Work offered to pay for it for me at 22. I was told the often-quoted figure is around 30% but in reality, it's about 20% successful, and I'd have had fees to pay for years. In reality, I met DH at 26, and had DS easily at 31. We're TTC again and it's admittedly been less smooth sailing this time, but if it's a girl, I still don't think I'd put her through that medical intervention and cost given there's nothing to suggest she wouldn't be able to conceive naturally.

I also know of two people, of the seven of us, who had side effects from the procedure. One now believes she's infertile, one seems to have recovered okay but it took her a few years. Both were in hospital for around three weeks, with very swollen abdomens and lots of pain.

Penguinmouse · 04/08/2024 13:28

Expensive, invasive and not as foolproof as egg freezing companies would have you think. Companies convince women it’s a silver bullet and it’s not.

Voz · 04/08/2024 13:29

KimberleyClark · 04/08/2024 13:23

I find that chilling tbh. They are basically buying what they see as the most productive years of her working life.

I agree that is appalling.
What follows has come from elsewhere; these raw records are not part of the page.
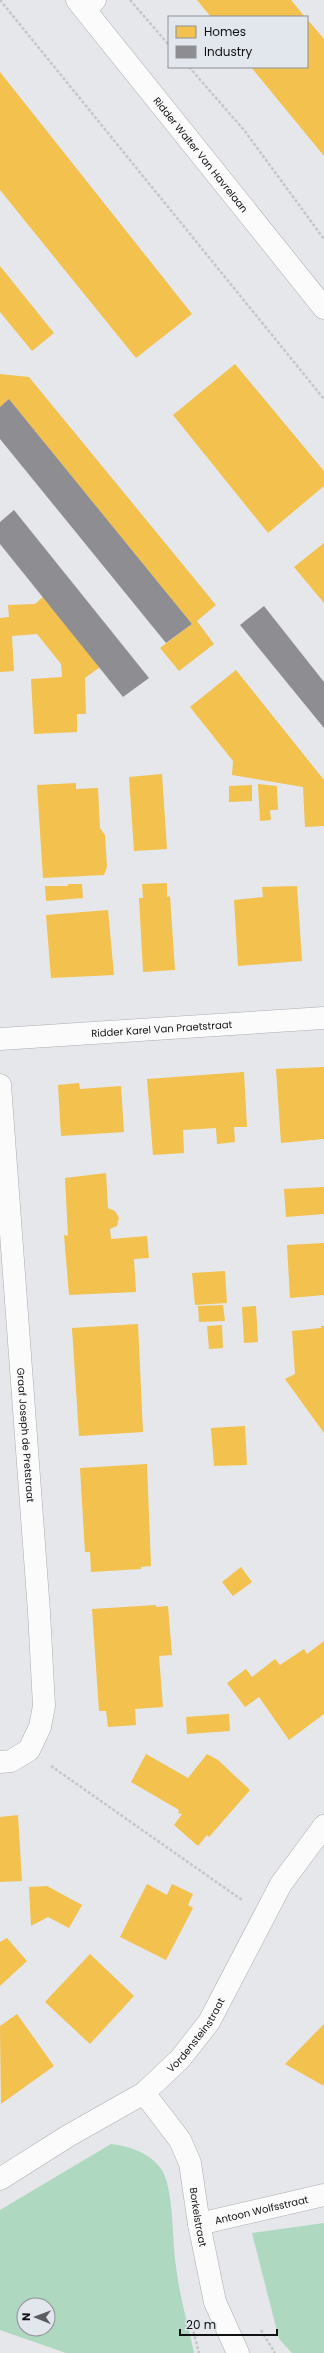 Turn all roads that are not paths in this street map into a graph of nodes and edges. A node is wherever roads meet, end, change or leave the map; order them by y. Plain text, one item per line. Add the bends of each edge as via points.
1 (86, 4) edge
2 (324, 308) edge
3 (324, 1018) edge
4 (0, 1039) edge
5 (0, 1085) edge
6 (0, 1762) edge
7 (324, 1826) edge
8 (144, 2093) junction
9 (0, 2179) edge
10 (324, 2195) edge
11 (199, 2224) junction
12 (235, 2352) edge

1 - 2 street, Ridder Walter Van Havrelaan
3 - 4 street, Ridder Karel Van Praetstraat
5 - 6 street, Graaf Joseph de Pretstraat via 44,1706 40,1727 29,1750 11,1761
7 - 8 street, Vordensteinstraat via 281,1884 209,2022 180,2060
8 - 9 street, Vordensteinstraat via 68,2136
8 - 11 street, Borkelstraat via 180,2140 190,2162
10 - 11 street, Antoon Wolfsstraat
11 - 12 street, Borkelstraat via 215,2302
They could offer a childcare bonus or something, so eg, have a child, but stay with this company, we support you to be a mother.
Keep their employees that way.

I had a baby with a wrong 'un and I knew I wasn't in a very good situation financially (although not the worst) and I knew the relationship wasn't as supportive or equal as I'd have liked from a life partner but you can tell yourself that you have the potential to sort out finances and relationships later.

I was shamed in some quarters. Women can't win.
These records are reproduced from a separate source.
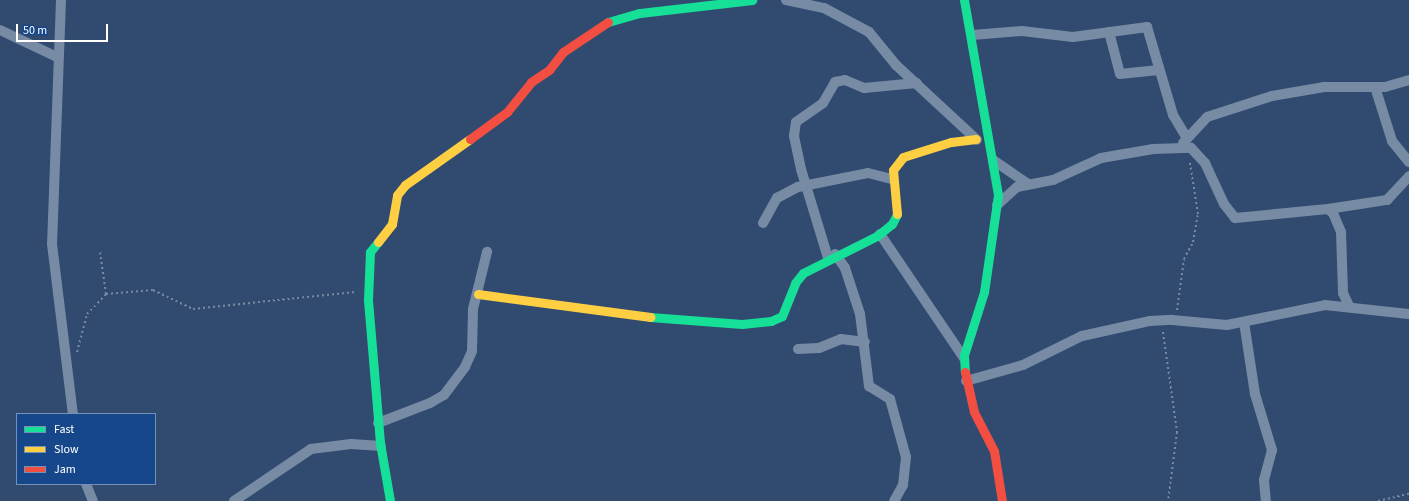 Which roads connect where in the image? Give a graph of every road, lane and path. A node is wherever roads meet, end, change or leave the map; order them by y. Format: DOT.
graph roads {
  1 [pos="62,0"];
  2 [pos="752,0"];
  3 [pos="786,0"];
  4 [pos="964,0"];
  5 [pos="0,30"];
  6 [pos="1109,32"];
  7 [pos="972,35"];
  8 [pos="57,56"];
  9 [pos="1159,70"];
  10 [pos="1409,80"];
  11 [pos="917,83"];
  12 [pos="1375,87"];
  13 [pos="976,139"];
  14 [pos="1185,144"];
  15 [pos="992,156"];
  16 [pos="1409,162"];
  17 [pos="1409,176"];
  18 [pos="892,179"];
  19 [pos="1028,184"];
  20 [pos="806,186"];
  21 [pos="997,205"];
  22 [pos="1328,209"];
  23 [pos="763,223"];
  24 [pos="880,234"];
  25 [pos="100,252"];
  26 [pos="487,252"];
  27 [pos="831,256"];
  28 [pos="368,289"];
  29 [pos="106,294"];
  30 [pos="478,294"];
  31 [pos="1349,306"];
  32 [pos="1409,314"];
  33 [pos="1163,320"];
  34 [pos="1177,320"];
  35 [pos="1244,322"];
  36 [pos="864,342"];
  37 [pos="798,349"];
  38 [pos="964,358"];
  39 [pos="68,370"];
  40 [pos="966,381"];
  41 [pos="73,413"];
  42 [pos="378,423"];
  43 [pos="380,446"];
  44 [pos="86,485"];
  45 [pos="1409,494"];
  46 [pos="93,501"];
  47 [pos="234,501"];
  48 [pos="390,501"];
  49 [pos="894,501"];
  50 [pos="1002,501"];
  51 [pos="1168,501"];
  52 [pos="1266,501"];
  53 [pos="1378,501"];
  1 -- 8 [label="street"];
  2 -- 28 [label="street"];
  3 -- 11 [label="street"];
  4 -- 7 [label="street"];
  5 -- 8 [label="street"];
  6 -- 7 [label="street"];
  6 -- 9 [label="street"];
  6 -- 9 [label="street"];
  7 -- 15 [label="street"];
  8 -- 39 [label="street"];
  9 -- 14 [label="street"];
  10 -- 12 [label="street"];
  11 -- 13 [label="street"];
  11 -- 20 [label="street"];
  12 -- 14 [label="street"];
  12 -- 16 [label="street"];
  13 -- 15 [label="street"];
  13 -- 18 [label="street"];
  14 -- 19 [label="street"];
  14 -- 22 [label="street"];
  14 -- 34 [label="path"];
  15 -- 19 [label="street"];
  15 -- 21 [label="street"];
  17 -- 22 [label="street"];
  18 -- 20 [label="street"];
  18 -- 24 [label="street"];
  19 -- 21 [label="street"];
  20 -- 23 [label="street"];
  20 -- 27 [label="street"];
  21 -- 38 [label="street"];
  22 -- 31 [label="street"];
  24 -- 27 [label="street"];
  24 -- 38 [label="street"];
  25 -- 29 [label="path"];
  26 -- 30 [label="street"];
  27 -- 30 [label="street"];
  27 -- 36 [label="street"];
  28 -- 29 [label="path"];
  28 -- 42 [label="street"];
  29 -- 39 [label="path"];
  30 -- 42 [label="street"];
  31 -- 32 [label="street"];
  31 -- 35 [label="street"];
  33 -- 34 [label="street"];
  33 -- 40 [label="street"];
  33 -- 51 [label="path"];
  34 -- 35 [label="street"];
  35 -- 52 [label="street"];
  36 -- 37 [label="street"];
  36 -- 49 [label="street"];
  38 -- 40 [label="street"];
  39 -- 41 [label="street"];
  40 -- 50 [label="street"];
  42 -- 43 [label="street"];
  43 -- 47 [label="street"];
  43 -- 48 [label="street"];
  44 -- 46 [label="street"];
  45 -- 53 [label="path"];
}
StormingNorman · 04/08/2024 13:29

Because for most it will be a waste of money. Everybody needs somewhere to live, a relatively small number of people need to freeze their eggs.

Something about it also feels a “Handmaids Tale”.

Devilsmommy · 04/08/2024 13:30

Edingril · 04/08/2024 13:05

Because a baby is not a commodity

This 👍

Mickey79 · 04/08/2024 13:30

As a parent, the only time I would ever suggest something like this to my young adult dc would be for fertility preservation due to cancer treatment etc. Fertility issues in healthy young adults (20’s and 30’s) are not particularly common. People are leaving it too late these days eg trying to conceive in their 40’s. So surely a much less invasive and convenient way to address this is to encourage dcs who DO want children to be aware of their biological clocks.

LaMadameCholet · 04/08/2024 13:31

Because it’s none of the parents’ concern, it’s invasive, expensive and unreliable. What a creepy OP.

VickyEadieofThigh · 04/08/2024 13:31

LiterallyOnFire · 04/08/2024 13:06

I think what you're "missing" is that you and your parents are outliers. Hugely removed from the norm.

Indeed. My mouth is still agape at the "gifting" of a property in Central London. My parents weren't even wealthy enough to get a mortgage for themselves.